Under the umbrella of the Data Preservation in High Energy Physics, the work started in summer 2014 by devising a metadata schema that would neatly describe the open data from the LHC experiments in both their technical and physics-oriented facets. We had to design the web site portal (based on the Invenio digital repository framework) to provide web pages for general public, including visualising collision events, all the while ensuring the best data preservation practices to describe, manage and disseminate the data for researchers. The data needed to be made searchable and downloadable in a way that would be attractive to both general public for educational purposes and usable by independent researchers for referencing and independent theoretical analysis. (Some of the technical challenges behind the CERN Open Data portal were described in a later interview for the SuperUser magazine.)

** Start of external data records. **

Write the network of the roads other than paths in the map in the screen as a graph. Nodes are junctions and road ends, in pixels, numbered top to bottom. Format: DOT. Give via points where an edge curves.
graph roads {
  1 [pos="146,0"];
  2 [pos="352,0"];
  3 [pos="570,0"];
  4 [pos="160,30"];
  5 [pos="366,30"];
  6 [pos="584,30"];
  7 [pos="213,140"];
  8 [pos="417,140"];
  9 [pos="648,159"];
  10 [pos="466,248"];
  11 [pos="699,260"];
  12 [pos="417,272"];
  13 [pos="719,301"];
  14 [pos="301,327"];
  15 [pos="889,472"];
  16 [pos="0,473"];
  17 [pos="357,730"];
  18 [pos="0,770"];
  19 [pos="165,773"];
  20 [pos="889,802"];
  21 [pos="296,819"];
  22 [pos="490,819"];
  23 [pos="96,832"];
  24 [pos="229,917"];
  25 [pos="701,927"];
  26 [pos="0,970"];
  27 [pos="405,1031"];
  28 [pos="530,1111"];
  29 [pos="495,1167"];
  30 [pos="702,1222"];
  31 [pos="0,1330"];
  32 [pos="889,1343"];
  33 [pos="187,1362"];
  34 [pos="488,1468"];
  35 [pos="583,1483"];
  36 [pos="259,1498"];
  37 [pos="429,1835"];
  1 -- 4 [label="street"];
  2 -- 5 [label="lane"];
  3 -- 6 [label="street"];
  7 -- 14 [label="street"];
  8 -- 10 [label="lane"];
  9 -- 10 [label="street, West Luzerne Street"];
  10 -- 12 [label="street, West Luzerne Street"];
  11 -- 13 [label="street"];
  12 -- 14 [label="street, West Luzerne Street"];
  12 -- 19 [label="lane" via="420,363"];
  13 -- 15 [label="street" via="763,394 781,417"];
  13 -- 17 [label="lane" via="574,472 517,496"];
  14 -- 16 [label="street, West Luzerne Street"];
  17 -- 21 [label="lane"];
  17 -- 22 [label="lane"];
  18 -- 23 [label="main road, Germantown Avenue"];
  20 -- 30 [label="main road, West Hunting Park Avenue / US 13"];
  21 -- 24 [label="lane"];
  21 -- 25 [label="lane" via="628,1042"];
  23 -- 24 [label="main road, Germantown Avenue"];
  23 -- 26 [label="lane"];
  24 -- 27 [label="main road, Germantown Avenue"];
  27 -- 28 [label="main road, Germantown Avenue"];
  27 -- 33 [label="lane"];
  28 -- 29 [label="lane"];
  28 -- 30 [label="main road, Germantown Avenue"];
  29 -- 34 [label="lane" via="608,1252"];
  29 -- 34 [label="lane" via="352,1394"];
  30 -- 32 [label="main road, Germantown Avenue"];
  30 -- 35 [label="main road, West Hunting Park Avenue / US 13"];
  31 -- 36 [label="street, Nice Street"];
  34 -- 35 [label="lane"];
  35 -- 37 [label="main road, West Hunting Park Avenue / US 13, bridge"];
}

The efforts concluded in the launch of the CERN Open Data portal on November 20th 2014. The portal managed about 30 terabytes of open data from LHC experiments in a ground-breaking service at the time. The Reddit AskMeAnything session organised alongside the release attracted large attention and many tens of thousands of portal visitors, more than the total number of particle physicists in the world.

Fast-forward ten years to the present time. The CERN Open Data portal now disseminates more than 5 petabytes of open data, which is a whopping 200 times more data than at launch. More particle physics experiments have joined the open data portal, with DELPHI, OPERA, PHENIX, and TOTEM releasing data samples or even full data collections. More experiments are in the pipeline, such as JADE. The CERN Open Data portal is becoming a sort of "HEP Open Data" portal, covering not only the LHC experiments, but the particle physics domain at large, further demonstrating success of the original idea.

Looking back at the origins and the path travelled in the past ten years, any sceptical concerns whether these data would be understandable and usable for independent theoretical research have been positively answered. The leading publication by Jesse Thaler's team in MIT analysing CMS open data showed that independent theoretical publications are not only possible, but that they enrich the collaboration research practices themselves, with CMS collaboration starting to cite the independent theoretical work in their own publications. There are now more than 70 research papers published on the CMS open data and the number of published papers is growing. Matt Strassler published a series of blog posts on the importance of open data in this realm.

The independent usage of the released data for research has led to the strengthening of published data provenance information when releasing the data in order to provide physics context and auxiliary information about the data as accurately and as completely as possible. The data are being published together with analysis examples demonstrating how to extract physics objects out of the data and how to use them in one's own analyses. The care about the data usage patterns and the further usability and reinterpretability of data has naturally led to sister projects dedicated towards facilitating reproducible analyses and continuous reuse of the data.

Besides independent theoretical research, the data are being used in numerous masterclasses and education programs to train the next generation of scientists, as well as by software engineers in the efforts to benchmark software tools to ensure their feasibility in the forthcoming high-luminosity experimental data-taking era.

The bottom-up efforts on preparing and releasing open data were complemented by the top-down efforts and support from CERN laboratory management towards open science. The efforts by CERN as the supporting hosting lab together with LHC collaboration management boards as the data producers and owners paved the way towards the formal establishment of the CERN Open Data policy in 2020, and, two years later, the CERN Open Science Policy. It is under these auspices that the open data pilot efforts progressively took shape to what they are today whilst seeking the long-term sustainability of making science open.

Looking into the future, there are clear challenges ahead. The growing number of open data releases calls for using more efficient data publishing workflows leveraging scientific data managers used in collaborations, such as Rucio in ATLAS and CMS and DIRAC in LHCb. The vast quantities of published data calls for implementing an efficient "hot" and "cold" storage mechanism behind the portal in order to save on storage costs. All this content necessitates efficient tape backups and the on-demand data staging for users from the cold storage, when necessary. Finally, the experimental collaborations plan to release even more data during the LHC Run-3 phase, which calls for novel approaches to open data publishing that are going beyond the digital repository domain, such as the nascent system allowing theorists to ask for custom LHCb open data production via a dedicated Ntupling Wizard service.

It has been a blast working together between software engineers, information specialists and particle physicists on fostering open and reproducible science practices in particle physics.

Looking forward to working together in the next decennial!